## Homework

The goal of this homework is to familiarize users with monitoring for ML batch services, using PostgreSQL database to store metrics and Grafana to visualize them.



## Q1. Prepare the dataset

Start with `baseline_model_nyc_taxi_data.ipynb`. Download the March 2024 Green Taxi data. We will use this data to simulate a production usage of a taxi trip duration prediction service.

What is the shape of the downloaded data? How many rows are there?

* 72044
* 78537 
* 57457
* 54396

In [18]:
import requests
import pandas as pd
from tqdm import tqdm

# Download March 2024 Green Taxi data
file = 'green_tripdata_2024-03.parquet'
url = f"https://d37ci6vzurychx.cloudfront.net/trip-data/{file}"
resp = requests.get(url, stream=True)
save_path = f"./data/{file}"
with open(save_path, "wb") as handle:
    for data in tqdm(resp.iter_content(),
                    desc=f"{file}",
                    postfix=f"save to {save_path}",
                    total=int(resp.headers["Content-Length"])):
        handle.write(data)

# Load the data
mar_data = pd.read_parquet(save_path)
print(mar_data.shape)


green_tripdata_2024-03.parquet: 100%|██████████| 1372372/1372372 [00:06<00:00, 223299.51it/s, save to ./data/green_tripdata_2024-03.parquet]

(57457, 20)






## Q2. Metric

Let's expand the number of data quality metrics we’d like to monitor! Please add one metric of your choice and a quantile value for the `"fare_amount"` column (`quantile=0.5`).

Hint: explore evidently metric `ColumnQuantileMetric` (from `evidently.metrics import ColumnQuantileMetric`) 

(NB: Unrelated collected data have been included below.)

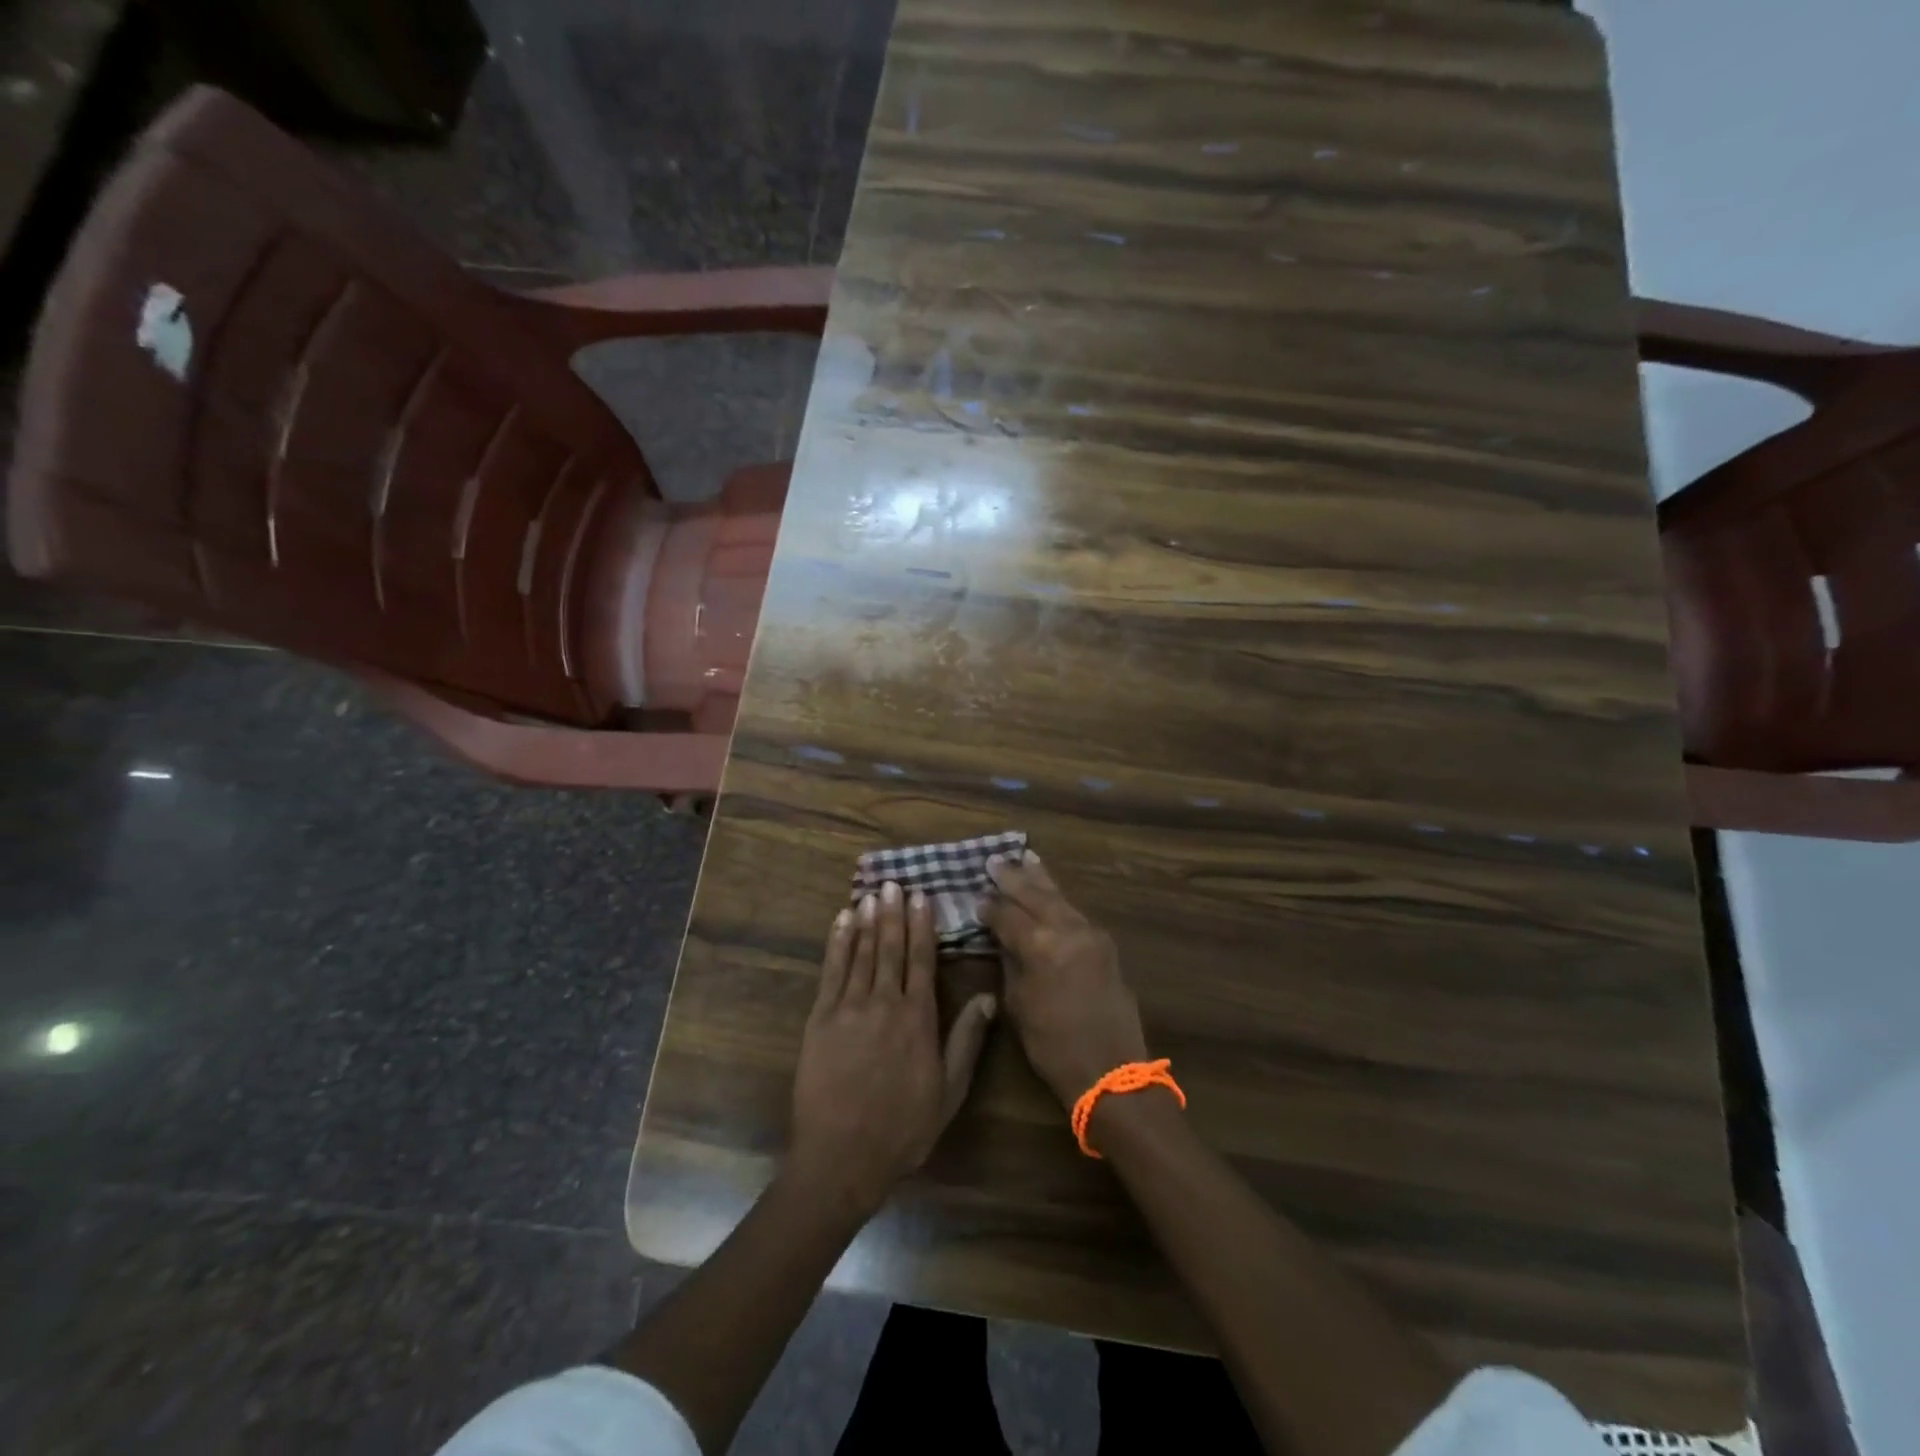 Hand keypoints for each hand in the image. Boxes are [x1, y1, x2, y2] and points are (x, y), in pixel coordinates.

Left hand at [788, 882, 998, 1214]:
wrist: (842, 1157)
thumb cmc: (903, 1127)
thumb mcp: (949, 1090)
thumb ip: (966, 1040)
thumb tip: (988, 998)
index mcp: (917, 1018)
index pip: (921, 959)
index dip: (922, 925)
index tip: (922, 896)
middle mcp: (884, 1003)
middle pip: (890, 948)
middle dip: (893, 913)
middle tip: (894, 883)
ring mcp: (848, 1008)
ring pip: (861, 953)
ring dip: (867, 920)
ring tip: (871, 893)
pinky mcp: (820, 1019)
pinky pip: (831, 972)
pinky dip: (837, 944)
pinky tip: (841, 922)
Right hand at [978, 852, 1147, 1109]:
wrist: (1111, 1069)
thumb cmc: (1053, 1045)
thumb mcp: (1018, 1005)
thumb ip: (1010, 963)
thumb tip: (1002, 938)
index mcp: (1040, 946)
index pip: (1007, 916)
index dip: (989, 907)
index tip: (975, 897)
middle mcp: (1067, 930)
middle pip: (1035, 895)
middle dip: (1013, 877)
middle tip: (994, 860)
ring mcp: (1090, 933)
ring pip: (1059, 897)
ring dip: (1040, 878)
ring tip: (1026, 857)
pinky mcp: (1104, 943)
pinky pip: (1075, 911)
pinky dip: (1059, 897)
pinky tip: (1050, 890) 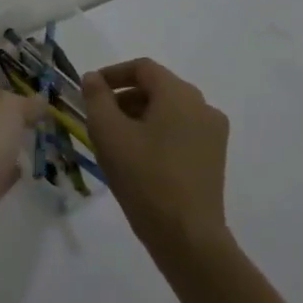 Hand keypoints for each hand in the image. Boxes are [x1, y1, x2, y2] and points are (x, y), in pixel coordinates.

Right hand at [83, 58, 229, 251]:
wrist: (186, 234)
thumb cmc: (143, 176)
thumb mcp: (108, 132)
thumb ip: (97, 98)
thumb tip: (93, 78)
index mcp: (179, 94)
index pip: (143, 68)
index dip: (112, 74)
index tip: (89, 91)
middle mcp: (202, 107)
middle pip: (157, 88)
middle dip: (124, 97)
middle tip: (98, 117)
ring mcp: (212, 133)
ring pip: (169, 110)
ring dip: (139, 115)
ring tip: (114, 139)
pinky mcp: (213, 157)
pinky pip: (180, 131)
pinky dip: (156, 132)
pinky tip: (137, 157) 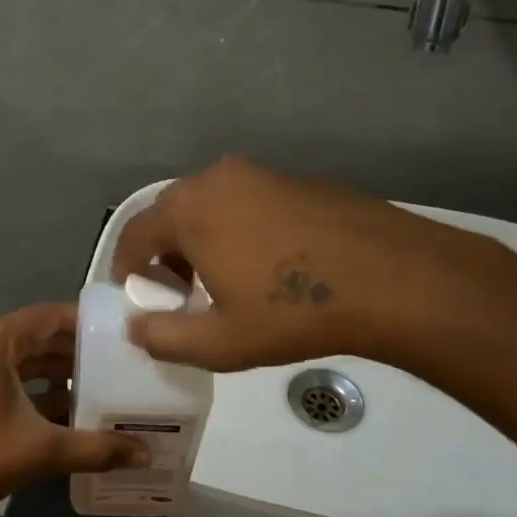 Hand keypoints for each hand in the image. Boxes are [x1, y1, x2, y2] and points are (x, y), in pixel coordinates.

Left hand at [0, 302, 149, 515]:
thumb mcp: (40, 451)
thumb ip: (95, 449)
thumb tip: (146, 453)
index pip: (51, 316)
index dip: (88, 323)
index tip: (122, 335)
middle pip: (38, 338)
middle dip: (77, 353)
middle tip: (119, 366)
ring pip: (23, 361)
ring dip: (57, 375)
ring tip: (100, 390)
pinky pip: (7, 378)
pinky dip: (34, 390)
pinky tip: (65, 414)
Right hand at [113, 155, 516, 371]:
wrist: (391, 278)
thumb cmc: (292, 312)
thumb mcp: (219, 343)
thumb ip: (163, 337)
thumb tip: (134, 327)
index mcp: (189, 211)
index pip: (134, 233)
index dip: (125, 265)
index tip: (131, 292)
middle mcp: (217, 179)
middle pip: (170, 212)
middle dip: (162, 250)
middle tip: (175, 289)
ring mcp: (260, 173)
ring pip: (209, 203)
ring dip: (200, 236)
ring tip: (220, 277)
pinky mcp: (296, 179)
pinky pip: (246, 200)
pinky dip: (236, 226)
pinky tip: (264, 261) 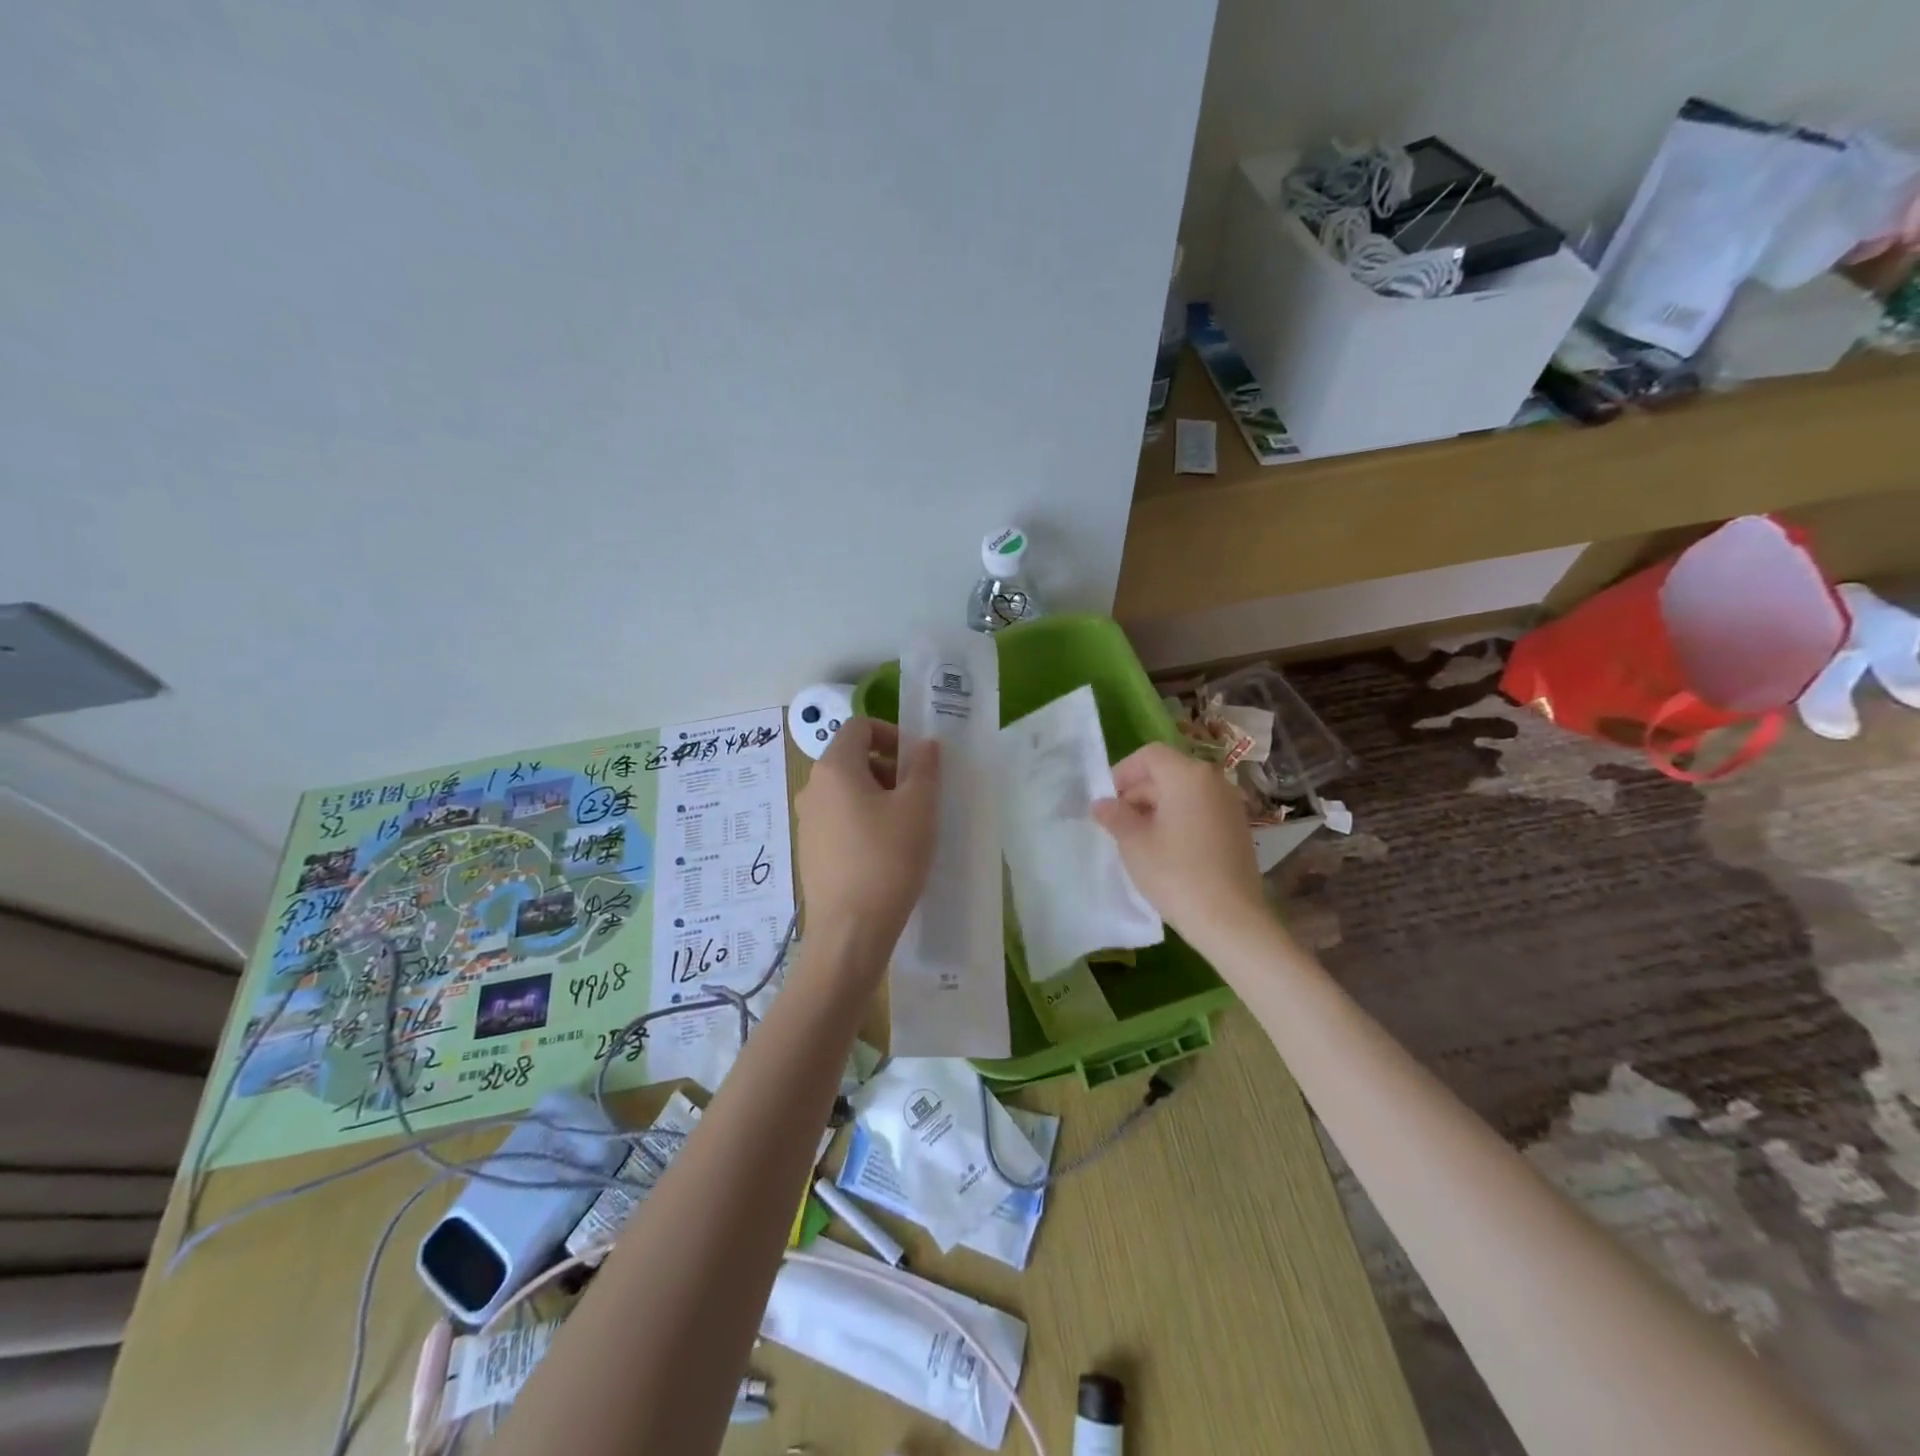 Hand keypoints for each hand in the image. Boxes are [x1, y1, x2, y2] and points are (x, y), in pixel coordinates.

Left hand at [795, 718, 940, 972]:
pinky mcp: (810, 851)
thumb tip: (925, 745)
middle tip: (918, 796)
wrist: (851, 931)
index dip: (891, 733)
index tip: (917, 762)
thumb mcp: (919, 807)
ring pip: (846, 791)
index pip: (859, 726)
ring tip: (906, 827)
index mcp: (834, 768)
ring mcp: (807, 822)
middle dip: (888, 767)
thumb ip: (924, 767)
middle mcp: (812, 788)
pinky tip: (885, 852)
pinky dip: (863, 821)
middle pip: (851, 758)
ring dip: (878, 795)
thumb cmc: (888, 859)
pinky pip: (838, 820)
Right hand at [1092, 742, 1267, 945]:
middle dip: (1138, 792)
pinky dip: (1179, 819)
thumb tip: (1101, 803)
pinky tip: (1165, 849)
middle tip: (1116, 822)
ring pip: (1185, 793)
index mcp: (1187, 775)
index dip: (1123, 772)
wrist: (1230, 919)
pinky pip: (1201, 810)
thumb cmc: (1175, 873)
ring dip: (1158, 807)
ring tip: (1138, 838)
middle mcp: (1214, 781)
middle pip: (1168, 772)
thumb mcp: (1134, 843)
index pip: (1149, 755)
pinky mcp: (1238, 828)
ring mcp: (1230, 805)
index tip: (1107, 800)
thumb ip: (1115, 816)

What metric did you choose?

In [None]:
from evidently.report import Report
from evidently.metrics import ColumnQuantileMetric

new_metric = ColumnQuantileMetric(column_name="fare_amount", quantile=0.5)

report = Report(metrics=[
    ColumnDriftMetric(column_name='prediction'),
    DatasetDriftMetric(),
    DatasetMissingValuesMetric(),
    new_metric  # Add the new metric here
])

report.run(reference_data=train_data, current_data=val_data, column_mapping=column_mapping)

result = report.as_dict()
print(result)




## Q3. Monitoring

Let’s start monitoring. Run expanded monitoring for a new batch of data (March 2024). 

What is the maximum value of metric `quantile = 0.5` on the `"fare_amount"` column during March 2024 (calculated daily)?

* 10
* 12.5
* 14.2
* 14.8

## Q4. Dashboard


Finally, let’s add panels with new added metrics to the dashboard. After we customize the  dashboard let's save a dashboard config, so that we can access it later. Hint: click on “Save dashboard” to access JSON configuration of the dashboard. This configuration should be saved locally.

Where to place a dashboard config file?

* `project_folder` (05-monitoring)
* `project_folder/config`  (05-monitoring/config)
* `project_folder/dashboards`  (05-monitoring/dashboards)
* `project_folder/data`  (05-monitoring/data)